**** RECORD EXCERPTS ****

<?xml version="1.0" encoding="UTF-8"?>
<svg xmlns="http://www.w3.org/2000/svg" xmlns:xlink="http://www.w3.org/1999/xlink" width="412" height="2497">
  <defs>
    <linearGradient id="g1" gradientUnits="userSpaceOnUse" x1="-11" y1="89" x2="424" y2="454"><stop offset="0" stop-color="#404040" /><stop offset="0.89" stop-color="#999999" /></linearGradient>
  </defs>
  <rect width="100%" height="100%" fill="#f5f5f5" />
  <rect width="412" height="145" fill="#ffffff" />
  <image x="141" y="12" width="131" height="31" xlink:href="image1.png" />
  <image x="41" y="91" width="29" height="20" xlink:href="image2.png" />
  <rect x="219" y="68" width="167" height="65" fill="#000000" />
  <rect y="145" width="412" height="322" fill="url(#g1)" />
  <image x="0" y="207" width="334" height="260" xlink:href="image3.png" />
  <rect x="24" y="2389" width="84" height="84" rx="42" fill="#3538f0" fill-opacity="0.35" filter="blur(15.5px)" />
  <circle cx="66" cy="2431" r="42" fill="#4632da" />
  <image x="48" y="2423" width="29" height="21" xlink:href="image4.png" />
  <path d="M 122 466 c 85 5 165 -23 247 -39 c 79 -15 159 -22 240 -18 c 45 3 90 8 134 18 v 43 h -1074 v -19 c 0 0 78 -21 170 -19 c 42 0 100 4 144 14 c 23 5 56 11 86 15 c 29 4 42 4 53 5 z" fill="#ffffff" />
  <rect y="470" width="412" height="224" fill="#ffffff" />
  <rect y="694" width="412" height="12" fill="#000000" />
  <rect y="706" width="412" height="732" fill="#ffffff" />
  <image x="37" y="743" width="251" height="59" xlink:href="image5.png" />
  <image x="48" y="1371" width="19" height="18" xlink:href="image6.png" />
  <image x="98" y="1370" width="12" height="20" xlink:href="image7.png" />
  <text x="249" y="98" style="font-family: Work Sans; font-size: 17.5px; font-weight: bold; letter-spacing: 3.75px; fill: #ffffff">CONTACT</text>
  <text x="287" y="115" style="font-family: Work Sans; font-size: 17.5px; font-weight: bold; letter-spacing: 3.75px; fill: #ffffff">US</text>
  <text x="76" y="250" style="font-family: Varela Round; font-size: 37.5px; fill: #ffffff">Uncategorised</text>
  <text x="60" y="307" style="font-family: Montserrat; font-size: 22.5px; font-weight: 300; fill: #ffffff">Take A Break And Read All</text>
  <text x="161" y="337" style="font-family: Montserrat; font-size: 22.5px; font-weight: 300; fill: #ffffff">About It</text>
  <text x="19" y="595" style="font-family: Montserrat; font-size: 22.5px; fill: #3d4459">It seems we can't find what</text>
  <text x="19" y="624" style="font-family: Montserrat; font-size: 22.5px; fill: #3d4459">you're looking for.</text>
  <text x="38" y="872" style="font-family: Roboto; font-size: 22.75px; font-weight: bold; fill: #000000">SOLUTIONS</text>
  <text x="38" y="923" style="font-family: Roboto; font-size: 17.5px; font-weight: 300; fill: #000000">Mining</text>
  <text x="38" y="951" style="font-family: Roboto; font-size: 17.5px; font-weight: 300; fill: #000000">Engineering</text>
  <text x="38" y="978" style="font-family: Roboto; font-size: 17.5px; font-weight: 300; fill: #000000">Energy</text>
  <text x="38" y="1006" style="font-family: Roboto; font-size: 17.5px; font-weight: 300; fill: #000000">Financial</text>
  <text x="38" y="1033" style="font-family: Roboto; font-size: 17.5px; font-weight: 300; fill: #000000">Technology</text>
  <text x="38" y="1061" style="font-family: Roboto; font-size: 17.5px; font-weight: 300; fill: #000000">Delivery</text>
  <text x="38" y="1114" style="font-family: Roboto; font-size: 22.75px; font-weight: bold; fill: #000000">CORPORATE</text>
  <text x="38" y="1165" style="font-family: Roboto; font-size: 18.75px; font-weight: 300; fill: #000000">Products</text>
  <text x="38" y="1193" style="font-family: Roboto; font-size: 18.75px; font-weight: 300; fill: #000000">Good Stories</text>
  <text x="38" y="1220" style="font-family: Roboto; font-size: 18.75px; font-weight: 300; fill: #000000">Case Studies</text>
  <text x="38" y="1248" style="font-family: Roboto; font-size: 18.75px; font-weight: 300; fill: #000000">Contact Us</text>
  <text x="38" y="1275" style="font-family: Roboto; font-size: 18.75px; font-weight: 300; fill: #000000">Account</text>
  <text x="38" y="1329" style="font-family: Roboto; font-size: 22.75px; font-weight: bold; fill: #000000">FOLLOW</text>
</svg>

****

From the entries above, return each line with the word "spacing" in it.

  <text x="249" y="98" style="font-family: Work Sans; font-size: 17.5px; font-weight: bold; letter-spacing: 3.75px; fill: #ffffff">CONTACT</text>
  <text x="287" y="115" style="font-family: Work Sans; font-size: 17.5px; font-weight: bold; letter-spacing: 3.75px; fill: #ffffff">US</text>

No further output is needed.